La question est donc de savoir ce qui se cache derrière ce pacte. Au-delà de laisser derrière lui un Meloni mal à l'aise (attention au transfert d'électeurs des Frères d'Italie vers cette fédération de droite), Berlusconi cherche probablement deux objectifs principaux. La première est que quelqu'un de son parti (probablement Tajani) devienne le nouveau président de la République : rappelons qu'il a déjà essayé en 2006 avec son "bras droit" dans tous ses gouvernements (nous parlons de Gianni Letta, sous-secrétaire de la présidence du Conseil des ministres), mais il n'a finalement pas réussi et la présidence est allée à l'ex-communiste Napolitano, qui avait déjà été président de la Chambre basse entre 1992 et 1994.

Tajani remplit plusieurs des conditions fondamentales pour être élu comme nouveau président de la République : pro-européen convaincu, ses 68 ans actuels sont dans l'âge auquel le nouveau chef d'État est traditionnellement élu (l'actuel, Sergio Mattarella, avait 73 ans lorsqu'il a reçu cet honneur fin janvier 2015). Il a de très bons contacts au niveau de l'UE (ce qui est vraiment important pour un président de la République italienne, étant donné que l'Italie est la troisième économie européenne) ; il n'a pratiquement pas de détracteurs dans la politique nationale puisqu'il en est sorti ; et il a une très bonne présence pour être le nouveau locataire du Quirinal. Il a un seul point faible, qui est précisément qu'il n'a jamais été ni premier ministre ni ministre, mais Pertini, président entre 1978 et 1985, et Napolitano, également président entre 2006 et 2015, n'avaient jamais été ni l'un ni l'autre, et malgré cela ils ont été élus chefs d'État.

Certains peuvent se demander : si Meloni, en réponse à l'isolement auquel elle sera soumise, décide de s'abstenir ou même de voter contre, cette fédération de droite pourra-t-elle faire avancer la candidature de Tajani ou de tout autre candidat de Forza Italia, puisque Berlusconi lui-même ne sera probablement pas en mesure de tenter d'être élu ? La réponse est oui, car cette fédération de droite compte sur un parti pour compenser les voix de Meloni. Et ce parti n'est autre que l'Italia Viva de Matteo Renzi, qui entretient de très bonnes relations avec Berlusconi et s'entend mieux qu'on ne le pense avec "il altro Matteo" (Salvini). Et le parti de Renzi a presque le même nombre de députés que celui de Meloni : une cinquantaine entre les deux chambres. Tout cela sans oublier le soutien que peut apporter le groupe parlementaire Per l'autonomia, dont les membres appartiennent au Parti populaire du Tyrol du Sud et sont, en pratique, une sorte de droite, mais avec une idéologie autonomiste.

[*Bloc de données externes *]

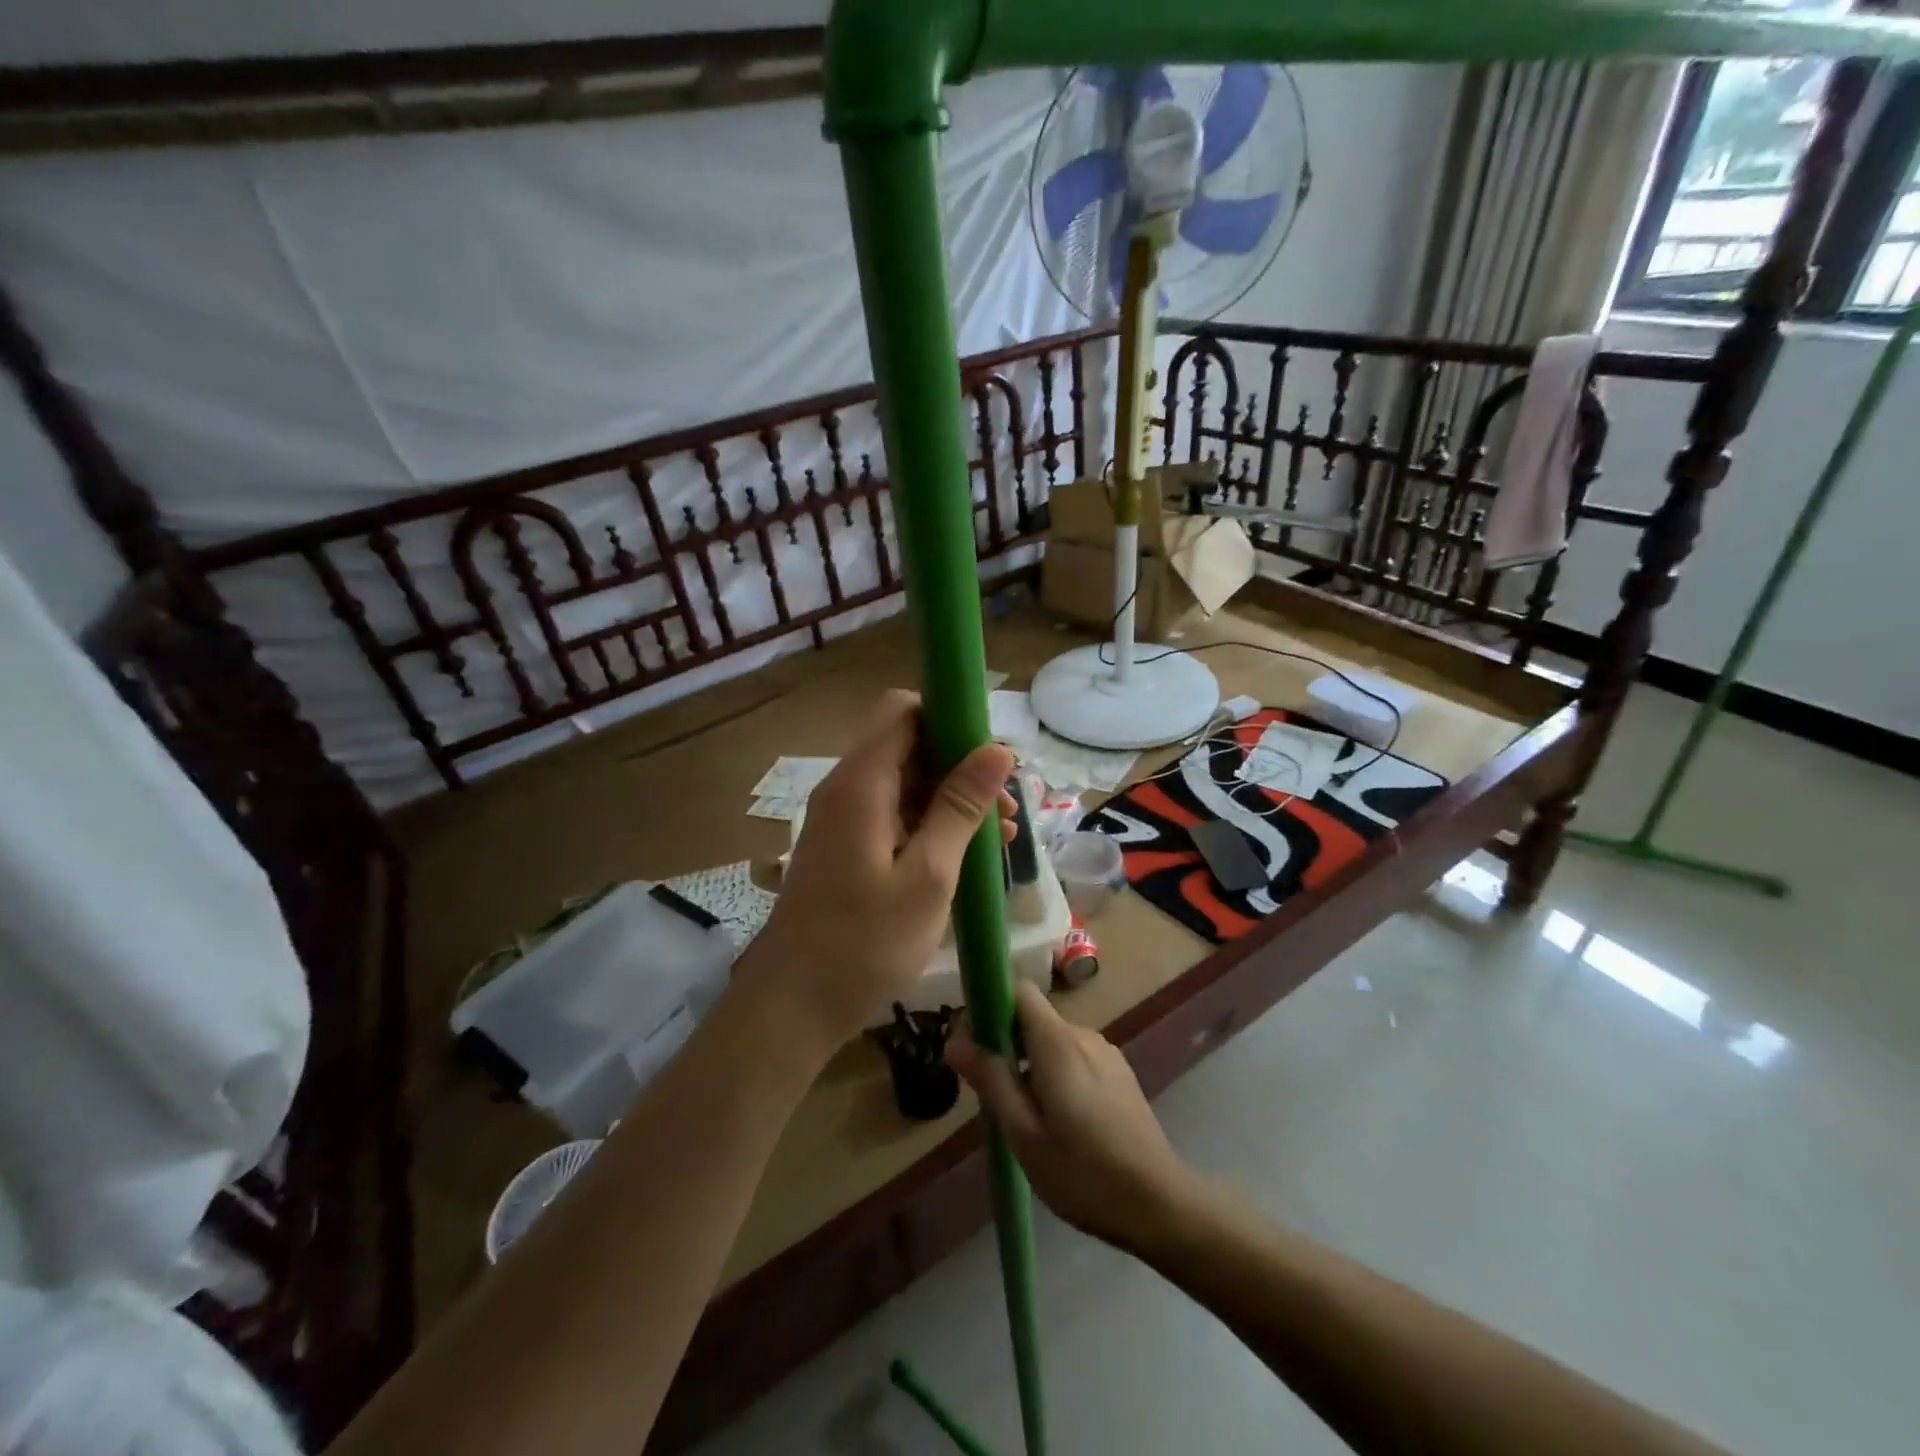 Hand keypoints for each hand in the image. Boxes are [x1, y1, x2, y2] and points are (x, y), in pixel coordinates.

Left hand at [744, 690, 1015, 1055]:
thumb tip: (997, 749)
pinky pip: (893, 816)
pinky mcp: (844, 848)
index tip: (992, 754)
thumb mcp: (928, 875)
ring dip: (951, 800)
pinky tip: (968, 857)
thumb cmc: (865, 942)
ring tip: (1002, 838)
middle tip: (1007, 807)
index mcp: (862, 783)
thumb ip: (960, 807)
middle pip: (908, 746)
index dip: (950, 718)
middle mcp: (846, 789)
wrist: (792, 1005)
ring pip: (904, 784)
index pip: (904, 710)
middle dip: (961, 766)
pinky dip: (930, 826)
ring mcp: (843, 820)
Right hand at [947, 981, 1194, 1252]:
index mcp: (1058, 1042)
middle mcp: (1083, 1034)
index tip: (973, 1044)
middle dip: (1005, 1044)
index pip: (1019, 990)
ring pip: (1053, 1041)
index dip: (990, 1005)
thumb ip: (991, 1080)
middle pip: (1033, 1018)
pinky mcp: (1119, 1072)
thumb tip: (954, 1039)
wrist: (1160, 1204)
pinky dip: (1055, 1074)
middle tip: (993, 1097)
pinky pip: (1074, 1057)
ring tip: (1025, 1118)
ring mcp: (1105, 1052)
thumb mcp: (1024, 1134)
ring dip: (1030, 1064)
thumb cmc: (1084, 1173)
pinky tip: (1059, 1123) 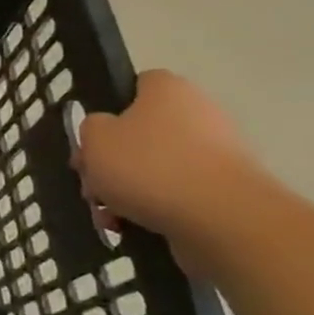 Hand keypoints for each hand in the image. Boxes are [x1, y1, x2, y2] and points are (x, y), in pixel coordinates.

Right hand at [73, 71, 270, 255]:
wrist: (222, 219)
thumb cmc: (150, 165)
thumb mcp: (94, 138)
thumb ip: (90, 128)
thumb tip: (105, 133)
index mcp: (168, 90)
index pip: (135, 85)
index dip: (109, 109)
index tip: (92, 137)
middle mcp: (197, 114)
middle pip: (139, 134)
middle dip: (110, 162)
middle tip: (91, 185)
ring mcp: (215, 155)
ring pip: (153, 169)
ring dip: (124, 192)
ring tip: (107, 217)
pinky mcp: (223, 193)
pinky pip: (175, 196)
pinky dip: (150, 211)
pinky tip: (129, 229) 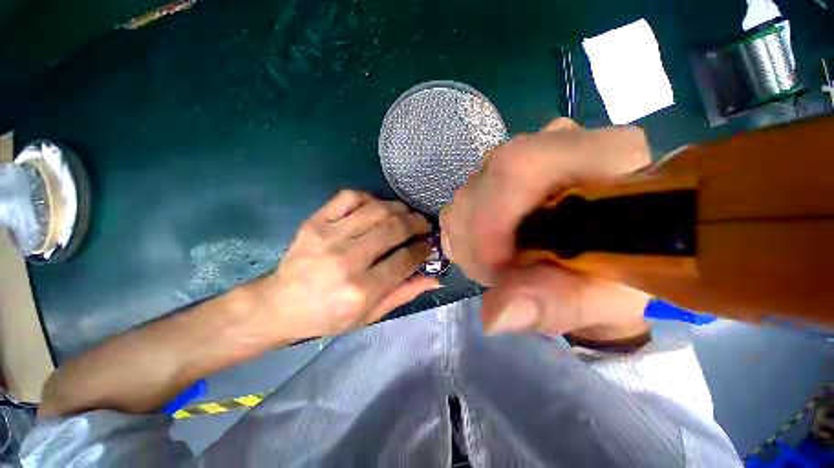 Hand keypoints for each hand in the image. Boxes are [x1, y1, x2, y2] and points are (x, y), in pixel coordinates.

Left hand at [245, 190, 436, 340]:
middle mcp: (347, 260)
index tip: (428, 246)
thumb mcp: (370, 315)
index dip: (423, 249)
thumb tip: (435, 277)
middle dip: (417, 223)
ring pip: (377, 209)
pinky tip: (376, 208)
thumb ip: (404, 294)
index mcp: (361, 290)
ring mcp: (329, 236)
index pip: (405, 260)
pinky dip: (370, 198)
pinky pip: (349, 197)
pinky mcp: (315, 221)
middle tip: (423, 225)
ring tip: (406, 215)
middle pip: (394, 229)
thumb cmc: (329, 315)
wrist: (281, 304)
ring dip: (399, 209)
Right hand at [441, 118, 651, 338]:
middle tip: (497, 275)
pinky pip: (463, 197)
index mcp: (607, 158)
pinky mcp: (503, 167)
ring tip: (497, 264)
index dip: (491, 218)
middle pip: (487, 179)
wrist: (606, 248)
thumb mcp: (600, 300)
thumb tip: (493, 316)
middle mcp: (560, 140)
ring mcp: (524, 150)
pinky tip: (485, 248)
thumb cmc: (616, 274)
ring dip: (470, 236)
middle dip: (476, 236)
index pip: (522, 166)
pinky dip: (465, 230)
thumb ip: (555, 306)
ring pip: (469, 190)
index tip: (492, 269) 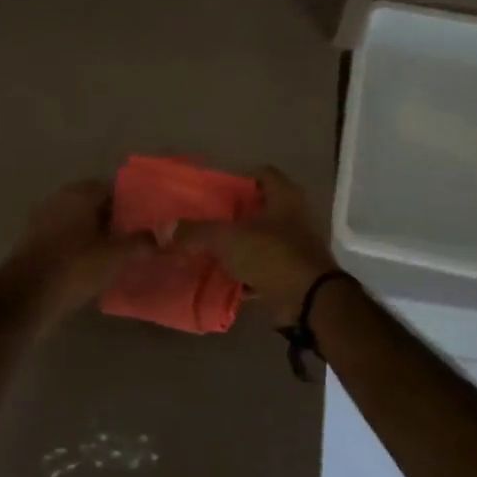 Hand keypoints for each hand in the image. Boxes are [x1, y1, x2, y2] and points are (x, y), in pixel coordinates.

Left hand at [0, 181, 148, 326]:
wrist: (25, 297)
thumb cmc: (73, 268)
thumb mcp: (114, 257)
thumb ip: (140, 243)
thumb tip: (163, 237)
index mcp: (80, 194)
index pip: (114, 189)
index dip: (134, 203)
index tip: (150, 220)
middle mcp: (60, 199)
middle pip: (96, 204)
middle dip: (116, 219)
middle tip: (138, 237)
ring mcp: (44, 219)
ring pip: (80, 220)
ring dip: (98, 233)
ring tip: (120, 252)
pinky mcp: (34, 240)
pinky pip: (66, 236)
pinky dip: (81, 245)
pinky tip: (95, 264)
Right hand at [176, 166, 338, 323]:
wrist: (310, 302)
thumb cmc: (272, 255)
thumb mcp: (228, 239)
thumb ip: (197, 232)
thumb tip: (166, 229)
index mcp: (284, 197)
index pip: (262, 174)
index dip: (238, 178)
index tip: (214, 190)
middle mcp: (294, 217)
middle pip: (259, 208)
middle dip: (233, 215)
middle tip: (205, 220)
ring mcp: (296, 247)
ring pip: (260, 240)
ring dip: (238, 246)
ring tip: (208, 250)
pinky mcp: (293, 274)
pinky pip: (263, 268)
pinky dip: (245, 273)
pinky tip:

Le deuxième objectif recherché par Berlusconi serait que Salvini, qui disposera d'une large marge d'action, introduise les actuels députés de Forza Italia sur les listes, car il veut trouver de la place pour ceux qui lui ont toujours été fidèles (par opposition aux Tremonti, Alfano et compagnie), et avec Tajani comme tête de liste cela serait plus difficile. La même chose que recherche, d'autre part, Matteo Renzi, qui sait qu'en ce moment, dans une coalition du centre, il n'a rien à faire et doit chercher ceux qui l'ont suivi et lui ont permis d'avoir son propre parti.

Ce que Salvini obtiendrait en échange de tout cela est clair : devenir, enfin, et après deux décennies de carrière politique, le nouveau premier ministre, et avec toute une législature devant lui. Il a déjà été tout sauf "premier" : conseiller de la capitale de la Lombardie, député européen, sénateur, vice-premier ministre et ministre de l'intérieur, ainsi que chef, depuis décembre 2013, de la Lega. Il sait que les prochaines élections seront sa dernière chance de devenir président du Conseil des ministres, et il peut le faire. Il a déjà fait le premier pas, qui est d'abandonner l'anti-européanisme pour embrasser la construction européenne à travers son soutien au gouvernement Draghi. Maintenant vient la deuxième, qui sera de présenter le candidat que Forza Italia demande. Et il a une chance, même si nous n'en serons pas certains avant sept mois. Que la politique italienne nous surprenne une fois de plus, pour la énième fois depuis la fondation de la République italienne en juin 1946.

Pablo Martín de Santa Olalla Saludes est professeur au Centre universitaire ESERP et auteur du livre "Historia de la Italia republicana" (1946-2021) (Madrid, Sílex Ediciones, 2021).